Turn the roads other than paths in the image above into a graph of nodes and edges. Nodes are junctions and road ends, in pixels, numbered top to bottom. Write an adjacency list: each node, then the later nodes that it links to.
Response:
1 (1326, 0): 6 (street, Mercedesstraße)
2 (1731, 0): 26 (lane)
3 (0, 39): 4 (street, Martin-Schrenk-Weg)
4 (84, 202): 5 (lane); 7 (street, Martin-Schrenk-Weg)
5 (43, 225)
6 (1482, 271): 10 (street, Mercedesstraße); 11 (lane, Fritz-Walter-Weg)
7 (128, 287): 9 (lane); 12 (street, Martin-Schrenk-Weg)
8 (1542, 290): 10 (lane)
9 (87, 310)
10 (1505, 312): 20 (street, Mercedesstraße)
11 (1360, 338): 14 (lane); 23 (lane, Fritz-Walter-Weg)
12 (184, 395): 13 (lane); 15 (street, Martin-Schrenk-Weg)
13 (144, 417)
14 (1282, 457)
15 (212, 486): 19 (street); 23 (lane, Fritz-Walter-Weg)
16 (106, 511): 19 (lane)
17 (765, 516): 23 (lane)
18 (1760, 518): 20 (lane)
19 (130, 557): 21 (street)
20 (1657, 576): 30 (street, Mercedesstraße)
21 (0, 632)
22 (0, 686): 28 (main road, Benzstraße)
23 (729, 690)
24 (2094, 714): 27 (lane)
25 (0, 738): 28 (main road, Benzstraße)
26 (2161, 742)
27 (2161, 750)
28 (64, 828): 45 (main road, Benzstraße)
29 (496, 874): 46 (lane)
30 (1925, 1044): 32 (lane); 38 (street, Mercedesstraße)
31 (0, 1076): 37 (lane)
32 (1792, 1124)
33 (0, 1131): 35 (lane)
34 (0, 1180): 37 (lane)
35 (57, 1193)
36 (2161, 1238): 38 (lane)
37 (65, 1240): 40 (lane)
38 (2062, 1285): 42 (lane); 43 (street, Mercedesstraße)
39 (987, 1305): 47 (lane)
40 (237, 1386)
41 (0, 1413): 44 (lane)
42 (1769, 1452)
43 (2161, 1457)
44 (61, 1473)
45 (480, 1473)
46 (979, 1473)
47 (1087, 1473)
***
## Work task:
Each entry needs to be copied out exactly as written.

## Exercise output:
Turn the roads other than paths in the image above into a graph of nodes and edges. Nodes are junctions and road ends, in pixels, numbered top to bottom. Write an adjacency list: each node, then the later nodes that it links to.
Response:
1 (1326, 0): 6 (street, Mercedesstraße)
2 (1731, 0): 26 (lane)
3 (0, 39): 4 (street, Martin-Schrenk-Weg)
4 (84, 202): 5 (lane); 7 (street, Martin-Schrenk-Weg)
5 (43, 225)
6 (1482, 271): 10 (street, Mercedesstraße); 11 (lane, Fritz-Walter-Weg)
7 (128, 287): 9 (lane); 12 (street, Martin-Schrenk-Weg)
8 (1542, 290): 10 (lane)
9 (87, 310)
10 (1505, 312): 20 (street, Mercedesstraße)
11 (1360, 338): 14 (lane); 23 (lane, Fritz-Walter-Weg)
12 (184, 395): 13 (lane); 15 (street, Martin-Schrenk-Weg)
13 (144, 417)
14 (1282, 457)
15 (212, 486): 19 (street); 23 (lane, Fritz-Walter-Weg)
16 (106, 511): 19 (lane)
17 (765, 516): 23 (lane)
18 (1760, 518): 20 (lane)
19 (130, 557): 21 (street)
20 (1657, 576): 30 (street, Mercedesstraße)
21 (0, 632)
22 (0, 686): 28 (main road, Benzstraße)
23 (729, 690)
24 (2094, 714): 27 (lane)
25 (0, 738): 28 (main road, Benzstraße)
26 (2161, 742)
27 (2161, 750)
28 (64, 828): 45 (main road, Benzstraße)
29 (496, 874): 46 (lane)
30 (1925, 1044): 32 (lane); 38 (street, Mercedesstraße)
31 (0, 1076): 37 (lane)
32 (1792, 1124)
33 (0, 1131): 35 (lane)
34 (0, 1180): 37 (lane)
35 (57, 1193)
36 (2161, 1238): 38 (lane)
37 (65, 1240): 40 (lane)
38 (2062, 1285): 42 (lane); 43 (street, Mercedesstraße)
39 (987, 1305): 47 (lane)
40 (237, 1386)
41 (0, 1413): 44 (lane)
42 (1769, 1452)
43 (2161, 1457)
44 (61, 1473)
45 (480, 1473)
46 (979, 1473)
47 (1087, 1473)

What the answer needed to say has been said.